Her Latina habits run deep and, as we talk, she touches my arm for emphasis every few seconds. When I joke about this, she says that one chef, who is religious, used to wear a sign around his neck: “Don’t touch me, Clara.”

She looks up to religious people, and is aware that with the rebbe’s picture on the wall, this is more than a restaurant, and certain codes of behavior prevail.

“The rebbe wanted everyone to be more godly and that’s a good thing,” she says.

They have a mashgiach on premises and while the Times article suggested surveillance of diners by the kosher certifying authorities, Branover and Perez say that’s not the case. Perez has, however, had to ask women to curtail their renditions of “Happy Birthday,” so that their voices wouldn’t offend the men in the room, in keeping with Jewish law. The music that’s always playing is classical or instrumental; if there are voices, they’re male. Perez is aware of rules, boundaries and fine lines.

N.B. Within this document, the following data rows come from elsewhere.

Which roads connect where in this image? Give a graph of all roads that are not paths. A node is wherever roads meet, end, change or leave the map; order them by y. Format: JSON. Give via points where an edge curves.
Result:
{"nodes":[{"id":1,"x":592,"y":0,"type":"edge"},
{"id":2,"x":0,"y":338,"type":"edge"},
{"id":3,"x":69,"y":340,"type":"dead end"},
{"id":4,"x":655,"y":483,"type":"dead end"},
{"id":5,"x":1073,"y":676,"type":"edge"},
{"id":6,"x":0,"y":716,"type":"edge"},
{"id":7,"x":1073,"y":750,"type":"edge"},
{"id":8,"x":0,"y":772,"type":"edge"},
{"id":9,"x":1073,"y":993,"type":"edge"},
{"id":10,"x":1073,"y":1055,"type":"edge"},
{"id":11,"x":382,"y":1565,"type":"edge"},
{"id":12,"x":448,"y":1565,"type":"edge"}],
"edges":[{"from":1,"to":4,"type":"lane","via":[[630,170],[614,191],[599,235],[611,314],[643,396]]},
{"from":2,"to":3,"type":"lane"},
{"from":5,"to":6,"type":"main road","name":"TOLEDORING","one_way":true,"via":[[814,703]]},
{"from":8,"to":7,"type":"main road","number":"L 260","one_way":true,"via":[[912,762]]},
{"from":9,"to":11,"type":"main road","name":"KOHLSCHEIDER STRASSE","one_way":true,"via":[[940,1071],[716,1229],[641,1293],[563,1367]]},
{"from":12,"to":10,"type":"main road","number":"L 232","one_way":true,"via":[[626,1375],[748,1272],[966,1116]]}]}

“If a yeshiva boy starts talking to a beautiful waitress, I tell my waitresses to say they are busy. Jewish people have their own way of life, and we don’t want to be disruptive,” she says. “No one asked me to come into their backyard and start behaving in my culture.”

At lunch, I order an unusual panini on the menu — eggplant and carrot, with sheep’s milk feta and marinated figs. When I tell a fellow diner at the communal table what I’m eating, she orders it too, and passes over some basil fries. She and her family are followers of Chabad on the West Coast, in town for a wedding at 770 that evening — she had heard of Basil in California. The elder Branovers come in, and Clara kisses Mrs. (Dr.) Branover.

While he says he’s in no way a spokesman for Chabad, Daniel Branover feels that this sort of outreach is in keeping with the rebbe’s teachings

“It’s a great idea,” says Sol Cole, who is dining with two friends. The young Lubavitcher from Melbourne, Australia, who is in the retail business here, enjoys seeing that “people are accepting of others. It’s great for people to get out of their own environments.”

The kitchen staff is diverse, but only the Jews are permitted to turn on the ovens in accordance with Jewish law. The chef is an Italian from Genoa; the pastry chef was born in Israel and prays during the day in a downstairs space. The waiters are of mixed backgrounds, ethnicities and sexual preference; all dress modestly. One busboy who moved to Brooklyn from Jamaica two years ago said that he never knew anything about what kosher meant before. “You got to respect other people’s beliefs,” he said. He hopes that his family will come by and try the food.

The one Jewish woman among the floor managers shows us the restaurant’s adjacent room and kisses the mezuzah on the door as we enter. Available for parties and also used in the evenings for the overflow crowd, the room seats 55. So far, it has been used for sheva brachot, the post-wedding celebrations, as well as birthday and anniversary parties, but not yet for a bris.

My dinner at Basil ended on a surprising, perhaps mystical, note. When we got our bill, we realized there was an extra charge and the waitress returned with a corrected version. The total: $77.70. Exactly. Service included. We questioned her whether this was a joke, but she didn’t recognize the landmark address.